[DATA]
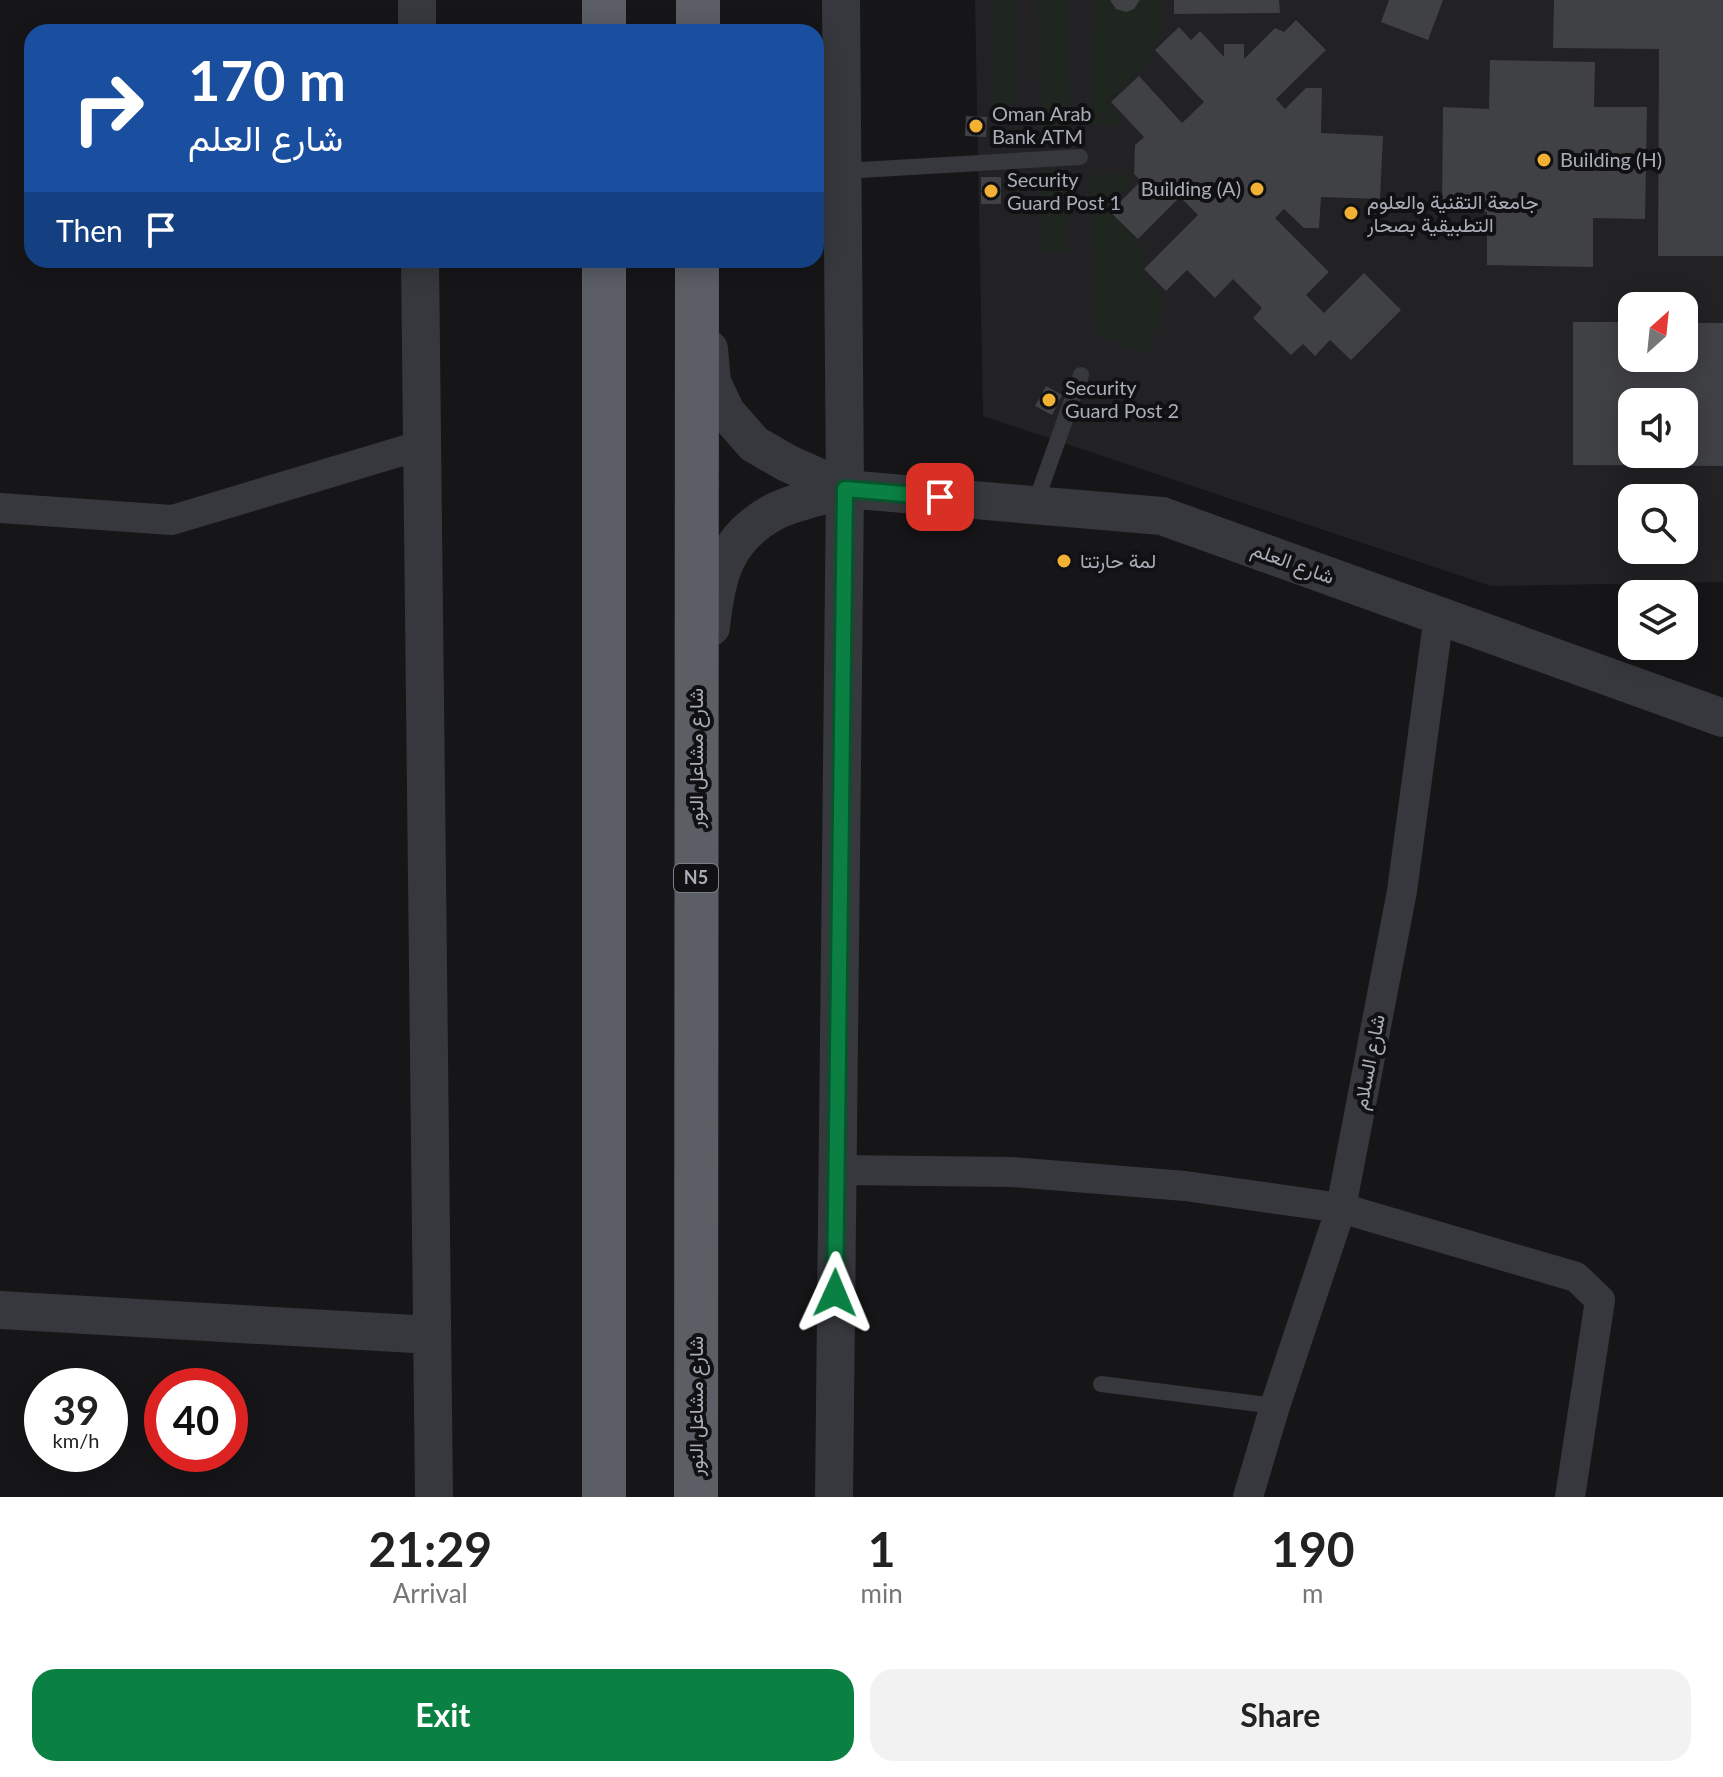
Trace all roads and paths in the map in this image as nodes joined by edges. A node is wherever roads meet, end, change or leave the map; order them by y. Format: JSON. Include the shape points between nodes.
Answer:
{"nodes":[{"id":1,"x":417,"y":0,"type":"edge"},
{"id":2,"x":604,"y":0,"type":"edge"},
{"id":3,"x":698,"y":0,"type":"edge"},
{"id":4,"x":841,"y":0,"type":"edge"},
{"id":5,"x":417,"y":24,"type":"edge"},
{"id":6,"x":604,"y":24,"type":"edge"},
{"id":7,"x":698,"y":24,"type":"edge"},
{"id":8,"x":1080,"y":157,"type":"dead end"},
{"id":9,"x":843,"y":171,"type":"junction"},
{"id":10,"x":420,"y":268,"type":"edge"},
{"id":11,"x":604,"y":268,"type":"edge"},
{"id":12,"x":699,"y":268,"type":"edge"},
{"id":13,"x":700,"y":268,"type":"edge"},
{"id":14,"x":1081,"y":375,"type":"dead end"},
{"id":15,"x":422,"y":445,"type":"junction"},
{"id":16,"x":845,"y":489,"type":"junction"},
{"id":17,"x":1035,"y":504,"type":"junction"},
{"id":18,"x":0,"y":508,"type":"edge"},
{"id":19,"x":1439,"y":615,"type":"junction"},
{"id":20,"x":1723,"y":718,"type":"edge"},
{"id":21,"x":696,"y":767,"type":"junction"},
{"id":22,"x":837,"y":1170,"type":"junction"},
{"id":23,"x":1341,"y":1208,"type":"junction"},
{"id":24,"x":0,"y":1310,"type":"edge"},
{"id":25,"x":431,"y":1335,"type":"junction"},
{"id":26,"x":1101,"y":1384,"type":"dead end"},
{"id":27,"x":1275,"y":1406,"type":"junction"},
{"id":28,"x":434,"y":1497,"type":"edge"},
{"id":29,"x":604,"y":1497,"type":"edge"},
{"id":30,"x":696,"y":1497,"type":"edge"},
{"id":31,"x":834,"y":1497,"type":"edge"},
{"id":32,"x":1248,"y":1497,"type":"edge"},
{"id":33,"x":1570,"y":1497,"type":"edge"}],
"edges":[{"from":1,"to":5,"type":"street"},
{"from":2,"to":6,"type":"highway"},
{"from":3,"to":7,"type":"highway"},
{"from":4,"to":9,"type":"street"},
{"from":8,"to":9,"type":"lane"},
{"from":9,"to":16,"type":"street"},
{"from":10,"to":15,"type":"street"},
{"from":11,"to":29,"type":"highway"},
{"from":12,"to":21,"type":"highway","name":"شارع مشاعل النور","number":"N5"},
{"from":13,"to":16,"type":"street","via":[[712,382],[726,412],[754,444]]},
{"from":14,"to":17,"type":"lane"},
{"from":15,"to":18,"type":"street","via":[[172,520]]},
{"from":15,"to":25,"type":"street"},
{"from":16,"to":17,"type":"street","name":"شارع العلم"},
{"from":16,"to":21,"type":"street","via":[[774,512],[744,535],[723,561],[714,594]]},
{"from":16,"to":22,"type":"street"},
{"from":17,"to":19,"type":"street","name":"شارع العلم","via":[[1162,516]]},
{"from":19,"to":20,"type":"street","name":"شارع العلم"},
{"from":19,"to":23,"type":"street","name":"شارع السلام","via":[[1402,891]]},
{"from":21,"to":30,"type":"highway","name":"شارع مشاعل النور","number":"N5"},
{"from":22,"to":23,"type":"street","via":[[1043,1175],[1185,1186]]},
{"from":22,"to":31,"type":"street"},
{"from":23,"to":27,"type":"street","name":"شارع السلام"},
{"from":23,"to":33,"type":"street","via":[[1576,1277],[1600,1300]]},
{"from":24,"to":25,"type":"street"},
{"from":25,"to":28,"type":"street"},
{"from":26,"to":27,"type":"lane"},
{"from":27,"to":32,"type":"street","name":"شارع السلام"}]}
[/DATA]
▶ EXERCISE: Find how many lines in the listing above contain the word "العلم", then state that number by itself.

▶ FINISHED TASK: 3